Infelizmente a derrota eleitoral em 2024 confirmou nossos prognósticos. O giro liberal do PT na política econômica nos jogou em uma encruzilhada: seguir uma política neoliberal com verniz popular num caminho sem volta para onde o PT está levando a maioria da esquerda ou resgatar a trajetória do PSOL, combativo, mobilizador e socialista junto com os movimentos sociais, lutando por uma saída anticapitalista, antifascista e ecossocialista?
2025: o ponto de não retorno
As eleições de 2022 foram marcadas por um duro embate ideológico na sociedade, uma polarização brutal e foram vencidas por uma frente bastante ampla. O governo Lula, ao contrário das expectativas de retomada dos investimentos sociais, tem aplicado uma política econômica neoliberal sob a condução do ministro da Fazenda, Fernando Haddad. Mesmo após derrotar as diversas tentativas de golpe, ao invés de apresentar saídas para os trabalhadores e o povo o governo segue com foco na austeridade fiscal e na submissão ao mercado financeiro. O que tem desidratado a capacidade do Estado de promover ou, simplesmente, manter políticas públicas que se tornaram marcas dos governos petistas anteriores. O estelionato eleitoral tem como resultado a insatisfação popular, traduzida na queda de popularidade do presidente Lula, ajudando a fortalecer a extrema direita. O governo Lula coloca todo o campo progressista, os movimentos populares e as organizações de esquerda em risco real.
O PSOL nestes 20 anos nadou na contramaré, mas mantendo um perfil socialista, não sectário, democrático, trabalhando com diferenças e construindo sínteses
A ascensão de Jair Bolsonaro, como representação de um polo político neofascista, em 2018, já tinha sido resultado direto do fracasso das políticas econômicas neoliberais dos governos petistas anteriores. A frustração e desilusão com promessas não cumpridas e com a perda de direitos acenderam a desesperança. Um terreno fértil para o neofascismo. O governo Lula tem aprofundado e priorizado a agenda da classe dominante, adotando um arcabouço fiscal que estrangula os investimentos sociais. Isso abre espaço para o discurso populista da extrema direita, que capitaliza o desespero popular e a frustração com a falta de mudanças estruturais.

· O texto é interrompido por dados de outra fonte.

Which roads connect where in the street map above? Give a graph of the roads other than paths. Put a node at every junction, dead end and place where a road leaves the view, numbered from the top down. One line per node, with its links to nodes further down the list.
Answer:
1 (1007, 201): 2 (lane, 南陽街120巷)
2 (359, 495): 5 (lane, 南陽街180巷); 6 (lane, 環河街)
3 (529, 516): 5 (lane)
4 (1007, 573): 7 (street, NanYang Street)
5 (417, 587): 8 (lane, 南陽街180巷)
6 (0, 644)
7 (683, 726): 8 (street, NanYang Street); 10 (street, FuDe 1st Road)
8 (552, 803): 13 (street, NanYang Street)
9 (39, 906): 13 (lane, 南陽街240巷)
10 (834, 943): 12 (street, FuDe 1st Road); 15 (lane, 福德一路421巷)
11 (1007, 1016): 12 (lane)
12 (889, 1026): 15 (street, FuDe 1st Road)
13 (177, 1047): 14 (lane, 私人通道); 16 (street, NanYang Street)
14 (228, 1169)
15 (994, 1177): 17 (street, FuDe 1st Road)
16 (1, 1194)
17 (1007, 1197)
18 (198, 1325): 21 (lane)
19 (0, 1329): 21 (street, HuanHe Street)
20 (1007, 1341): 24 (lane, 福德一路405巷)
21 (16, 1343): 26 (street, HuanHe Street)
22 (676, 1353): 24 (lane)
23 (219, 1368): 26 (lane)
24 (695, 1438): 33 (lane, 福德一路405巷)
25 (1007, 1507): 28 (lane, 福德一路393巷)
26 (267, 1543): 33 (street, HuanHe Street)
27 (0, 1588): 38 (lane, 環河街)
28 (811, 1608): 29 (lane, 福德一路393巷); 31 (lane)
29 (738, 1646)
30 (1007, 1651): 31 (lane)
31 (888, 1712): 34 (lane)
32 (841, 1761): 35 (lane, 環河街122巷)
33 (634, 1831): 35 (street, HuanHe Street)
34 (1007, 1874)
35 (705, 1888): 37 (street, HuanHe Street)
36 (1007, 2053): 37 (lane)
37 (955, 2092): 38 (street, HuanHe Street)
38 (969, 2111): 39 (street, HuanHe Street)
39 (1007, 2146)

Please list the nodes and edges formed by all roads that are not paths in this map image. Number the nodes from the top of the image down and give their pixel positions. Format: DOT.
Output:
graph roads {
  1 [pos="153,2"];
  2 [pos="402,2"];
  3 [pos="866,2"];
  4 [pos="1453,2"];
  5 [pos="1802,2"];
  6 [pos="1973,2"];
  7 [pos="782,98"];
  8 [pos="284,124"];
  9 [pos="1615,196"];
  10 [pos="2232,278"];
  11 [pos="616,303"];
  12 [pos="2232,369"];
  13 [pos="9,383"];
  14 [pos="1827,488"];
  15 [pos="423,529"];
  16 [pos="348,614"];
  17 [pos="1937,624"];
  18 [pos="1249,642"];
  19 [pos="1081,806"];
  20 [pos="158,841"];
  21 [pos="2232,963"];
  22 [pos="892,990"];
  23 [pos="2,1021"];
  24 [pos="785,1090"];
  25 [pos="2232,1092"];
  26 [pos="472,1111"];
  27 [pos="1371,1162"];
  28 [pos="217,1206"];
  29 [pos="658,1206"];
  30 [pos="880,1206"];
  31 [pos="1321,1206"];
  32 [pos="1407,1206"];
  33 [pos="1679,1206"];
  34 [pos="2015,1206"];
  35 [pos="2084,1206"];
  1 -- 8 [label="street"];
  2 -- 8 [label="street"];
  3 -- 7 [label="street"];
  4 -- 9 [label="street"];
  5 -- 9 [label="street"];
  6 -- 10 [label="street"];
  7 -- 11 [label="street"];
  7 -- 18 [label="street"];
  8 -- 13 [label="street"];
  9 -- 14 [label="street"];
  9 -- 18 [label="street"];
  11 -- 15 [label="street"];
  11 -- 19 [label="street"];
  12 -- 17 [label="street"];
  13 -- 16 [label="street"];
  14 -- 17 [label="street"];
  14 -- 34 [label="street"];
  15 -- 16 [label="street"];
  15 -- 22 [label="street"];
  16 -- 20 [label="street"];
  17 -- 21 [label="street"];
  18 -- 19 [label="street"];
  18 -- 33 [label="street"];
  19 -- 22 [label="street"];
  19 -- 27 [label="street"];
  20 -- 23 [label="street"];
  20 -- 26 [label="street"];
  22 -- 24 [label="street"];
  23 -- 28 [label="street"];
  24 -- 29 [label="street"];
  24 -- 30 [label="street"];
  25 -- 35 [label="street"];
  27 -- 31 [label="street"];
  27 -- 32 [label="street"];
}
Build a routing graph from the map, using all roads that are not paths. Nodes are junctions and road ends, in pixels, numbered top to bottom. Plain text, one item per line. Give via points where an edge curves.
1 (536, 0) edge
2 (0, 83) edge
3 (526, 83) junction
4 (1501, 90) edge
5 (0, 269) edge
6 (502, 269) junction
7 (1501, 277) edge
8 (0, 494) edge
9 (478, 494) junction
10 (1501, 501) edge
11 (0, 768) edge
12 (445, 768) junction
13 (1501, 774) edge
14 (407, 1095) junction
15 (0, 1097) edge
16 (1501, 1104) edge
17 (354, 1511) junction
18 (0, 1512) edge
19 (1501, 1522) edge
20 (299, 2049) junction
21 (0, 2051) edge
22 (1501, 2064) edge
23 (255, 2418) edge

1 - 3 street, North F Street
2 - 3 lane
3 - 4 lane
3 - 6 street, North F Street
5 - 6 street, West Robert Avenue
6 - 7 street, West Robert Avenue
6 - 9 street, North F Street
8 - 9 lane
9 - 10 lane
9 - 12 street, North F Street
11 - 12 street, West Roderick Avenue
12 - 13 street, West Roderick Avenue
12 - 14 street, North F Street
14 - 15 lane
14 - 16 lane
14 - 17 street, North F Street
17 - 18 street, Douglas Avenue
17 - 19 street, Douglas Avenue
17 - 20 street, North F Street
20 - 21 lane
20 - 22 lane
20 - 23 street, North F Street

O ano de 2025 será decisivo. Se o governo não der um giro político e econômico claro, rompendo com a lógica do mercado e fortalecendo um projeto baseado em investimento público, redistribuição de renda e soberania econômica e nacional, que estimule os movimentos sociais em sua defesa e de suas medidas, o caminho para o retorno do bolsonarismo em 2026 estará pavimentado.
O governo precisa decidir se governará para o povo ou se será mais um capítulo da história de capitulações do petismo, agora com o agravante de ser responsabilizado por um retorno da extrema direita que pode vir acompanhado de um fechamento de regime, em um momento em que o neofascismo ganha força internacional. A escolha feita agora definirá não apenas 2026, mas toda uma difícil quadra histórica, que tem seus desafios profundamente agravados pela crise climática.
Diante de um governo que assume a agenda econômica do mercado, promovendo ataques aos direitos da nossa classe, aumentando a insatisfação popular e construindo as condições políticas para fortalecer a extrema direita brasileira, qual é o papel do Partido Socialismo e Liberdade?
A paciência da nossa classe já está se esgotando, exigindo mudanças dessa política de arrocho salarial, ajuste fiscal e carestia em um capitalismo agonizante diante de uma brutal crise social, econômica, política e climática. Nós temos a convicção de que nosso principal inimigo político, nesta quadra histórica, é a corrente neofascista que ganhou audiência de massas no Brasil e em parte significativa do mundo, e que se fortalece com a vitória de Trump, nos EUA.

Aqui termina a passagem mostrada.